"Shallow Throat": Is Obama Turning Into Bush Lite?
By Bernard Weiner
Co-Editor, The Crisis Papers
May 27, 2009
Maybe this happens to you, too. You go away on vacation for a few
months, come back and sort through your snail/email and back copies of
magazines and 'net stories, only to find that a good share of the mail
is third-class junk/spam and not all that much has changed in the news.
That's the way I feel these days. After pumping out about 300 essays
since 9/11, recently I took a three-month leave from regularly
publishing political analyses in order to reconnect with other aspects
of my life, in particular to focus on three major creative projects: a
new play (in February), a photo exhibit of new work (April), and a music
concert based on my poetry (May).
Now I'm back, sort of, only to find that much of the political news
remains the same as when I took my creative break: Obama is maintaining
his high national approval ratings as he moves his agenda forward, the
clueless Republicans continue as little more than the obstructionist
Party of No. But there were some shiftings beginning to happen in
Washington that I didn't fully understand.
So I arranged a meeting with "Shallow Throat" -- the moderate Republican
mole formerly high up in the Bush Administration, who had been such a
helpful source in the past** -- hoping that the blanks in my knowledge
while I was absent from the political scene for three months could be
filled in. We met at a noisy end-of-the-Metro-line café.
"So much of what President Obama is doing is right on track with the
good things he promised to do during the campaign," I said, "so I am
mystified why, in the past few months, he has moved away from other
important positions he took as a candidate on a wide variety of
subjects: canceling the promised release of more torture photos,
defending CheneyBush's 'state secrets' positions in court, ratcheting up
the war in Afghanistan big time, agreeing to 'military commissions' for
show trials of terror suspects, keeping the murders of interrogated
detainees out of the news, continuing the "renditions" program, allowing
for "permanent incarceration" of top terrorist suspects, etc. etc. All
of this caving to rightist positions makes him look like a typical
political chameleon or, worse still, a hypocrite, or even worse, not
much better than Bush Lite."
"I gather," said ST, "that you're talking about his willingness to give
Bush and Cheney and the crew a total walk on their unconstitutional
behavior and on their war-crimes, and even to repeat some of those
deviations from American values. It seems that you and your liberal
friends believe that on these issues he is selling out his principles
and his base."
ACCESSORY AFTER THE FACT?
"Exactly," I replied. "The law is explicit: If you know of a felony
(such as state-sponsored torture) and refuse to report it to the
appropriate authorities for action, or impede investigations by covering
up the evidence, you can be charged as an accessory after the fact in
those crimes -- domestically and in international courts. I still
support Obama and the great bulk of what he's trying to do domestically,
but I need to try to understand why on earth Obama is behaving this way.

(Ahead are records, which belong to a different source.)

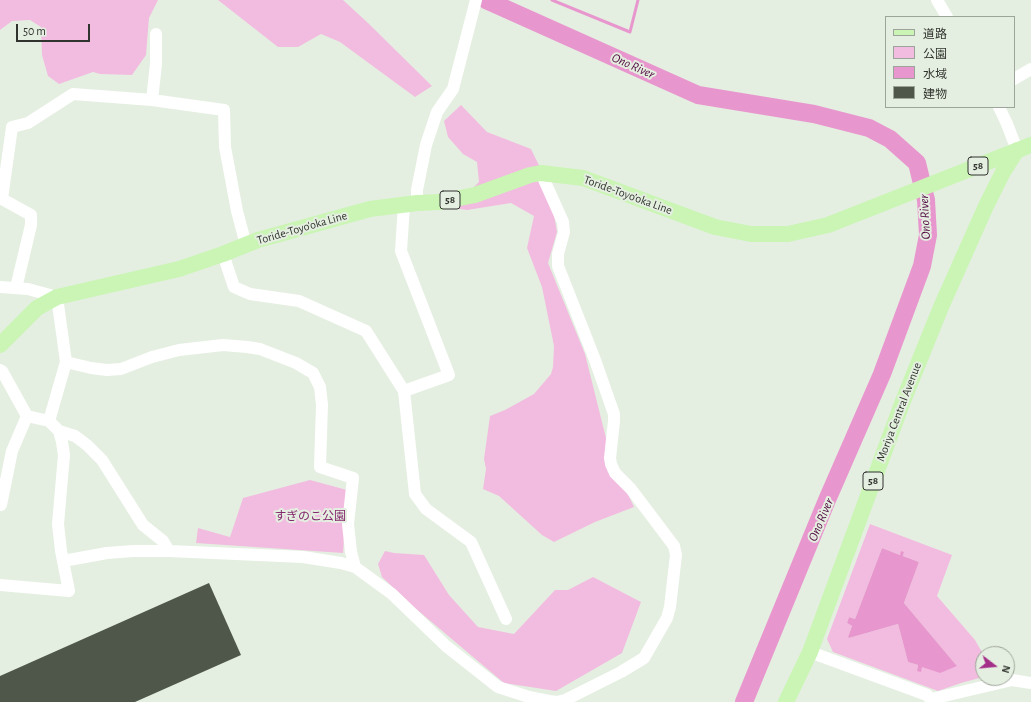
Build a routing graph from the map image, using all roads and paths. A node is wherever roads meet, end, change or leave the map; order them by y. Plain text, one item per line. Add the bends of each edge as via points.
1 (476, 0) edge
2 (936, 0) edge
3 (946, 16) edge
4 (156, 34) dead end
5 (1031, 69) edge
6 (1015, 78) edge
7 (152, 100) junction
8 (999, 108) edge
9 (6, 126) edge
10 (1024, 148) edge
11 (541, 173) junction
12 (410, 204) junction
13 (246, 245) junction
14 (224, 254) junction
15 (0, 287) edge
16 (16, 288) junction
17 (58, 297) junction
18 (0, 344) edge
19 (66, 362) junction
20 (0, 370) edge
21 (404, 391) junction
22 (27, 416) junction
23 (49, 421) junction
24 (59, 431) junction
25 (1, 505) dead end
26 (169, 551) junction
27 (63, 561) junction
28 (355, 567) junction
29 (0, 585) edge
30 (506, 619) dead end
31 (810, 652) junction
32 (1031, 683) edge
33 (932, 701) edge
34 (786, 702) edge

1 - 12 street via 453,89 437,112 426,145 417,190
2 - 3 street
4 - 7 street
5 - 6 street
7 - 9 street via 73,94 28,123
7 - 13 street via 224,110 225,147
8 - 10 street
9 - 16 street via 2,199 31,215 31,225
10 - 11 main road, Toride-Toyo'oka Line / 58 via 828,225 788,234 751,234 715,227 583,178
10 - 31 main road, Moriya Central Avenue / 58 via 1003,172 941,307 903,401
11 - 12 main road, Toride-Toyo'oka Line / 58 via 475,195 440,202
11 - 28 street via 564,232 558,254 558,266 614,414 611,464 615,473 631,489 674,546 676,555 667,618 644,658 565,700 548,701 498,687 446,646 392,594
12 - 13 main road, Toride-Toyo'oka Line / 58 via 370,209
12 - 21 street via 401,251 449,375
13 - 14 main road, Toride-Toyo'oka Line / 58
14 - 17 main road, Toride-Toyo'oka Line / 58 via 179,268
14 - 21 street via 234,287 250,294 299,301 366,331
15 - 16 street
16 - 17 street
17 - 18 main road, Toride-Toyo'oka Line / 58 via 37,308
17 - 19 street
19 - 23 street
19 - 28 street via 91,368 121,369 179,350 222,345 260,349 296,363 313,374 320,387 322,405 320,467 354,478 348,524
20 - 22 street
21 - 30 street via 415,494 426,509 471,542
22 - 23 street
22 - 25 street via 12,451
23 - 24 street
24 - 26 street via 75,436 102,460 143,525 163,541
24 - 27 street via 64,455 58,524
26 - 27 street via 107,553
26 - 28 street via 303,557
27 - 29 street via 69,591
31 - 33 street via 905,686 927,695
31 - 34 main road, Moriya Central Avenue / 58
32 - 33 street via 1012,680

Hundreds of thousands of people have died as a result of the lies,
deceptions and illegal activities of the previous administration, and
Obama, by doing nothing, is letting them all walk away from their
crimes, setting a terrible precedent for more law-breaking by future
presidents and their underlings."
"Well," said Shallow Throat, "since I'm not in the Obama Administration,
I'm sure I know less than your Democrat friends in power. But I've got
some reasonable speculations based on the scuttlebutt I'm picking up and
my own sense of how the Beltway operates.
"First of all, it's essential to realize that Obama is not an ideologue.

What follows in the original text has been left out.